Adaptive Behavior Scores As an Indicator of Severity of Functional Limitations in Children with Autism Spectrum Disorder: Results from a Population-Based Study

Poster Presentation
Thursday, May 2, 2019: 11:30 AM-1:30 PM
Room: 710 (Palais des congres de Montreal)
S. Furnier1, M. J. Maenner2, E. Rubenstein3, D. Christensen2 and M. S. Durkin4, (1)Population Health Sciences, University of Wisconsin-Madison, Madison, WI, (2)Centers for Disease Control and Prevention, Atlanta, GA, (3)Waisman Center at UW Madison, Madison, WI, (4)Population Health Sciences, University of Wisconsin School of Medicine and Public Health, Madison, WI
Background: Few epidemiologic studies of autism spectrum disorder (ASD) include information on functional status or severity of functional limitations, despite the increased emphasis in autism and disability classification systems on variations in functioning and levels of support required over the life course. Measures of adaptive behavior such as the Vineland Adaptive Behavior Scales were developed to measure levels of functioning in individuals with intellectual disability (ID), but their usefulness for measuring level of functioning in individuals with ASD, including those without co-occurring ID, is unclear.

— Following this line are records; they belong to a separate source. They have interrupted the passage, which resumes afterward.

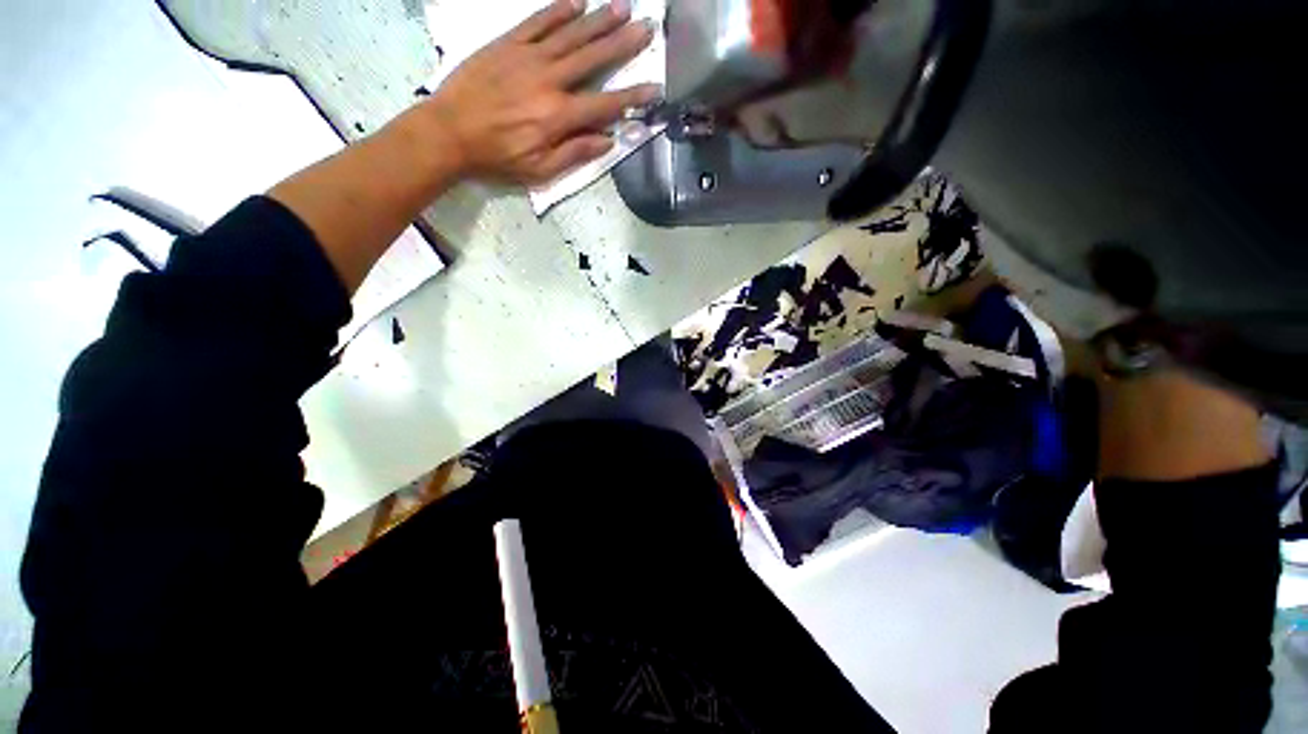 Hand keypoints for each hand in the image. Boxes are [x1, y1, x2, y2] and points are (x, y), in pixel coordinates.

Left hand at [423, 0, 659, 184]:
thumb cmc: (498, 157)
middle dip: (623, 44)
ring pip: (570, 35)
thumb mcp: (540, 170)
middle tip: (647, 27)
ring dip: (599, 21)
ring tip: (622, 7)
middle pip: (592, 58)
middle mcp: (549, 81)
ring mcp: (527, 58)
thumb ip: (575, 153)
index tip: (655, 87)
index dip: (633, 96)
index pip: (605, 104)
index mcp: (558, 117)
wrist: (449, 132)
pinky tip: (577, 1)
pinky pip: (537, 22)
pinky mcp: (507, 44)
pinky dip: (558, 11)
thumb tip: (607, 139) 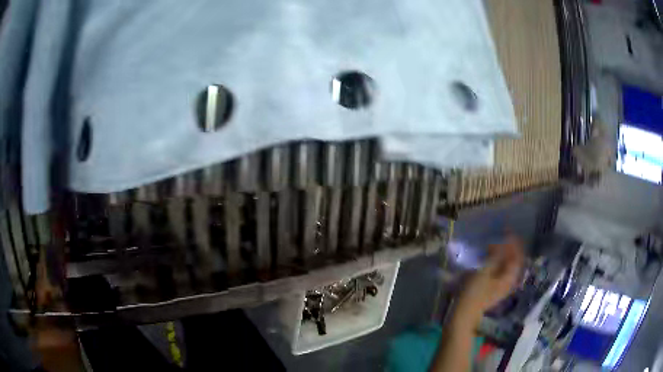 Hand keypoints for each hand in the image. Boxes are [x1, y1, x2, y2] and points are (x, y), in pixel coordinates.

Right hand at [454, 235, 523, 325]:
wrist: (464, 314)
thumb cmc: (473, 293)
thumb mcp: (484, 272)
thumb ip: (495, 257)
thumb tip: (503, 243)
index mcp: (510, 277)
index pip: (517, 256)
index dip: (513, 243)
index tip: (506, 231)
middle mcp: (509, 282)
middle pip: (514, 261)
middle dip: (508, 248)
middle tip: (499, 238)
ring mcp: (502, 287)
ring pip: (507, 266)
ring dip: (502, 255)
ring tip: (492, 246)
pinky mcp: (495, 289)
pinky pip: (501, 271)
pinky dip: (497, 263)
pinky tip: (489, 259) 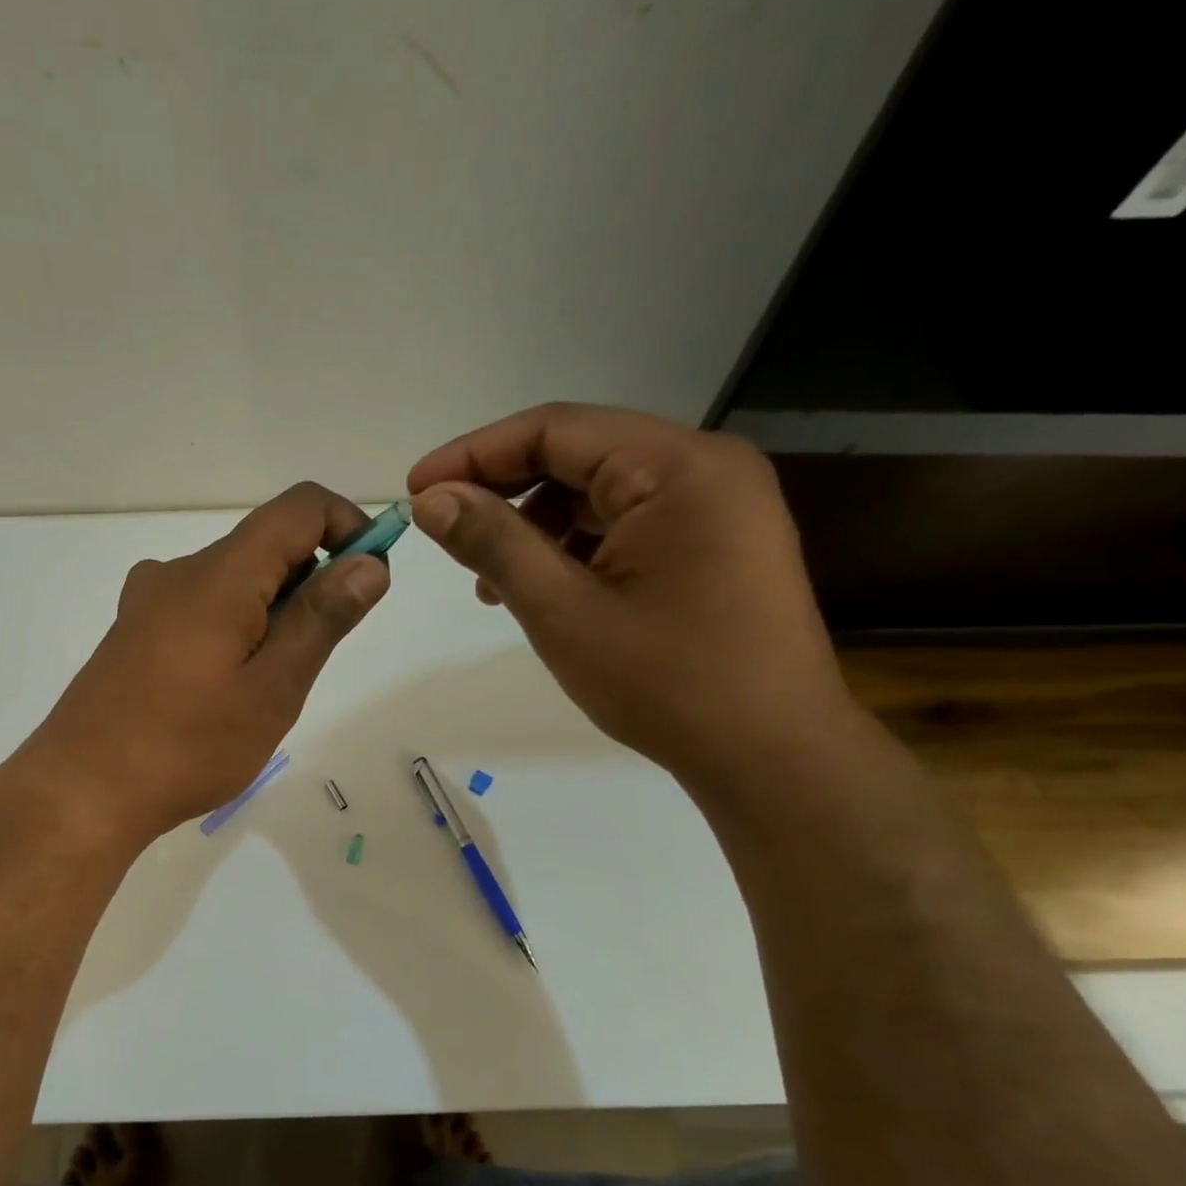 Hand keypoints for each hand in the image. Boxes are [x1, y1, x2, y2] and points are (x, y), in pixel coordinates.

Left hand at [20, 483, 389, 844]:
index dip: (348, 526)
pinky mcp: (134, 631)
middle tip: (314, 660)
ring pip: (234, 580)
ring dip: (273, 612)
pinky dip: (235, 626)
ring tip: (267, 687)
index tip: (370, 580)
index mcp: (220, 574)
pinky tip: (224, 688)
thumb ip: (322, 618)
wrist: (82, 792)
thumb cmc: (188, 746)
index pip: (299, 507)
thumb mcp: (273, 689)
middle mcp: (180, 571)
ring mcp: (149, 601)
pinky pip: (201, 606)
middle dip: (311, 583)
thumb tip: (370, 562)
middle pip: (266, 544)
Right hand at [407, 403, 854, 784]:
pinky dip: (573, 547)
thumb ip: (493, 543)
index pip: (556, 429)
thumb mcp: (561, 610)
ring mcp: (716, 505)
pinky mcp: (713, 542)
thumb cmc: (665, 682)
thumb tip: (431, 500)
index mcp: (678, 466)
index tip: (416, 489)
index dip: (475, 454)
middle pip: (579, 454)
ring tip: (488, 581)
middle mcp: (705, 467)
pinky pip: (626, 523)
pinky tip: (541, 589)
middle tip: (443, 530)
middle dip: (503, 491)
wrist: (770, 755)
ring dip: (534, 525)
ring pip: (599, 492) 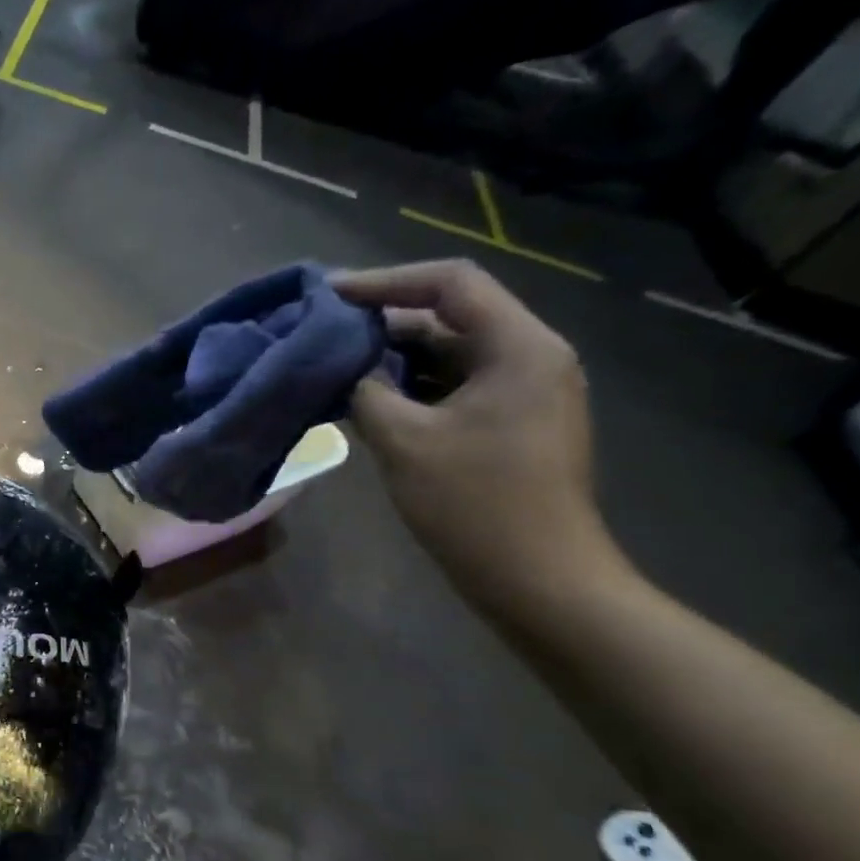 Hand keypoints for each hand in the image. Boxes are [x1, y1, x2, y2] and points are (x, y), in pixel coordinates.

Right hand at [332, 261, 625, 614]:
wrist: (538, 578)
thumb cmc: (474, 504)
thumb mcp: (405, 442)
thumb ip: (366, 393)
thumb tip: (339, 369)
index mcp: (518, 348)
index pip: (450, 284)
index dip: (384, 282)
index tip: (327, 295)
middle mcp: (529, 357)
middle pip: (450, 317)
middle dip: (383, 322)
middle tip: (321, 333)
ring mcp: (522, 392)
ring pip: (448, 355)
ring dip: (392, 358)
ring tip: (333, 367)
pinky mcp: (509, 423)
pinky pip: (453, 387)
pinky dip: (410, 388)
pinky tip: (365, 401) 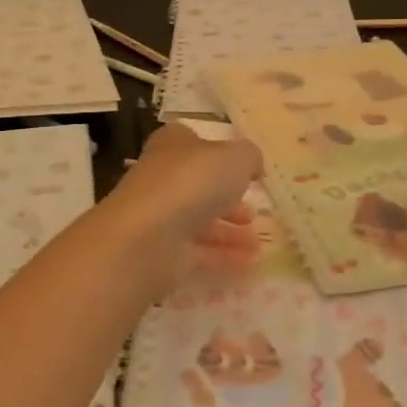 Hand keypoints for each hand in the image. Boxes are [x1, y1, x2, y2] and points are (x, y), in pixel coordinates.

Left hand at [105, 122, 262, 281]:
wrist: (148, 236)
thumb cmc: (192, 181)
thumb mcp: (235, 157)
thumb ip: (249, 157)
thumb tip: (252, 165)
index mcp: (173, 145)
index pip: (192, 142)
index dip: (219, 152)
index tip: (246, 170)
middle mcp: (163, 178)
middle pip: (198, 186)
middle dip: (228, 200)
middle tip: (253, 212)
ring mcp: (160, 217)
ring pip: (199, 222)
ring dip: (229, 232)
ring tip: (258, 243)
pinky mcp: (162, 252)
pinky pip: (199, 253)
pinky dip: (224, 257)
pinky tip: (250, 263) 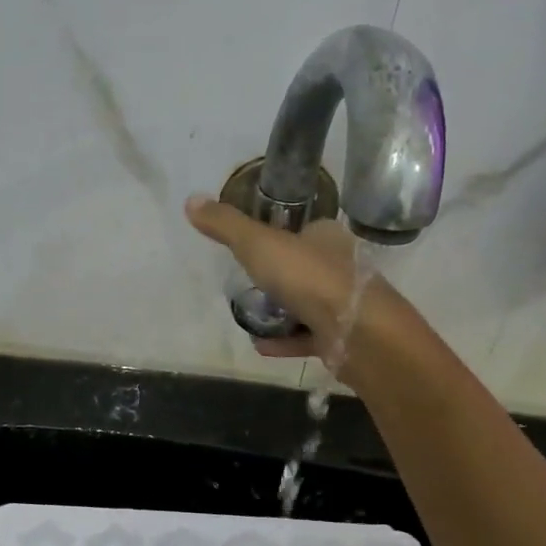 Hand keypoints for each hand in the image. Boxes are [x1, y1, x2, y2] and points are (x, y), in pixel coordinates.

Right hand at [185, 194, 398, 375]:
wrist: (355, 329)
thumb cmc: (308, 277)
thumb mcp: (258, 244)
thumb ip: (226, 226)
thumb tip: (190, 201)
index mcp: (327, 237)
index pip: (303, 231)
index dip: (279, 237)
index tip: (253, 249)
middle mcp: (339, 266)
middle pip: (304, 268)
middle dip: (278, 278)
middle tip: (247, 285)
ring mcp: (342, 304)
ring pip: (307, 304)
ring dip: (280, 312)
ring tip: (249, 317)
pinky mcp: (341, 337)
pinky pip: (306, 337)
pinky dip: (285, 341)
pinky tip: (261, 345) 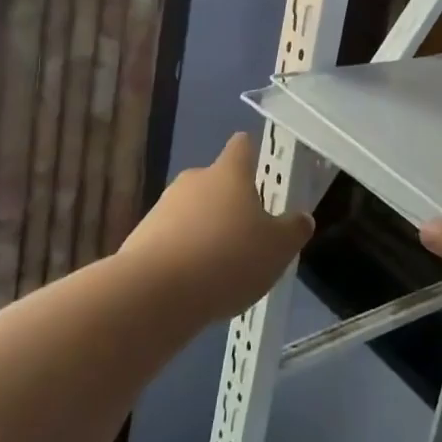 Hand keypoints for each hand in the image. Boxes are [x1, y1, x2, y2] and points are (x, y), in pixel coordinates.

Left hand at [119, 133, 313, 322]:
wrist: (154, 295)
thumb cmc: (227, 258)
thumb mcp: (278, 248)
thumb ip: (293, 230)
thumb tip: (302, 218)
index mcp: (229, 173)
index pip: (242, 146)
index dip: (253, 154)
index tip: (261, 171)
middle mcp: (194, 180)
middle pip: (216, 181)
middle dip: (231, 203)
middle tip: (248, 233)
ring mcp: (162, 208)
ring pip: (192, 212)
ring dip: (205, 231)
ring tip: (220, 268)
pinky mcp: (140, 239)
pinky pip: (170, 240)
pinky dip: (183, 256)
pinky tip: (193, 285) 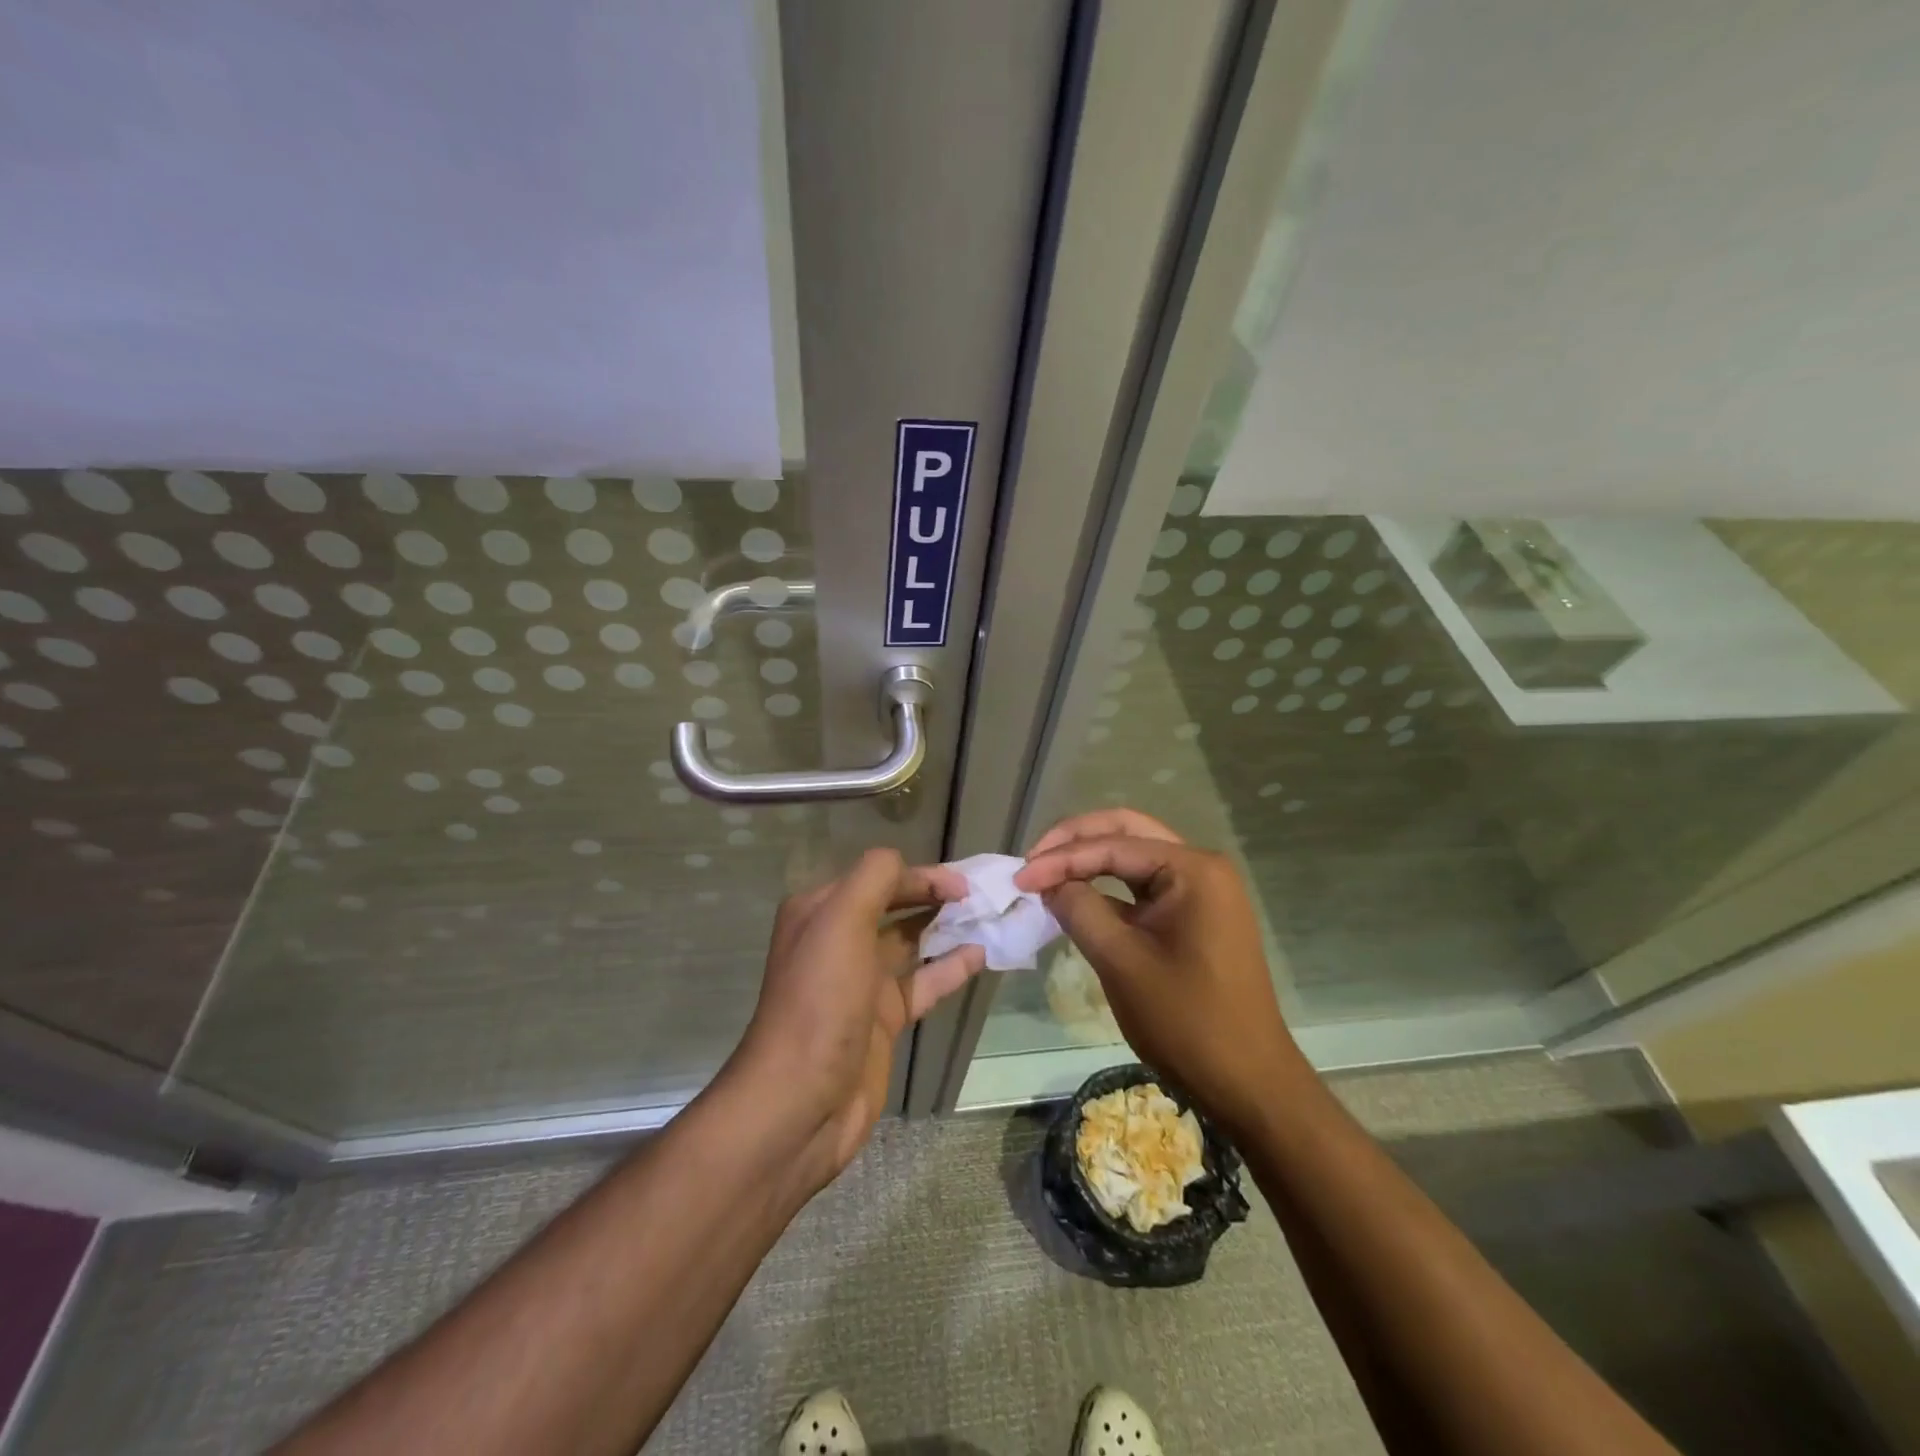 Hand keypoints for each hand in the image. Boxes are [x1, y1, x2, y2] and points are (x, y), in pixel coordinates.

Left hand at [732, 848, 985, 1184]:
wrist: (801, 1102)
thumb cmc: (821, 1001)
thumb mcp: (841, 922)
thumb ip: (875, 878)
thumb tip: (907, 864)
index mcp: (821, 912)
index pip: (878, 876)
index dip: (920, 875)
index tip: (964, 884)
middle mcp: (839, 941)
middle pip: (895, 906)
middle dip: (936, 897)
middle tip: (982, 897)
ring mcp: (861, 982)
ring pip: (912, 943)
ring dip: (947, 929)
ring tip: (989, 920)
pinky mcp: (882, 1019)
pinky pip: (922, 984)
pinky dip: (950, 968)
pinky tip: (980, 956)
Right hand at [1015, 809, 1301, 1130]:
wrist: (1248, 1082)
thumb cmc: (1187, 1021)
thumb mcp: (1122, 962)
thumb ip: (1080, 910)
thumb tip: (1048, 883)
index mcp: (1192, 869)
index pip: (1113, 845)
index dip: (1060, 858)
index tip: (1019, 878)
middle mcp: (1200, 868)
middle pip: (1126, 833)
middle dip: (1075, 842)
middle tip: (1032, 861)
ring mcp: (1201, 892)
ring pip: (1134, 857)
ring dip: (1089, 860)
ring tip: (1046, 874)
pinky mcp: (1194, 916)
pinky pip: (1143, 888)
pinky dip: (1107, 888)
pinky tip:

Objectives: The aims of this study were to (a) describe variations in adaptive behavior scores in a large, population-based sample of children with ASD, including those with and without co-occurring ID; and (b) evaluate whether variations in adaptive behavior scores are associated with ratings of the level of impairment by clinician reviewers and other clinical features that might be related to ASD severity.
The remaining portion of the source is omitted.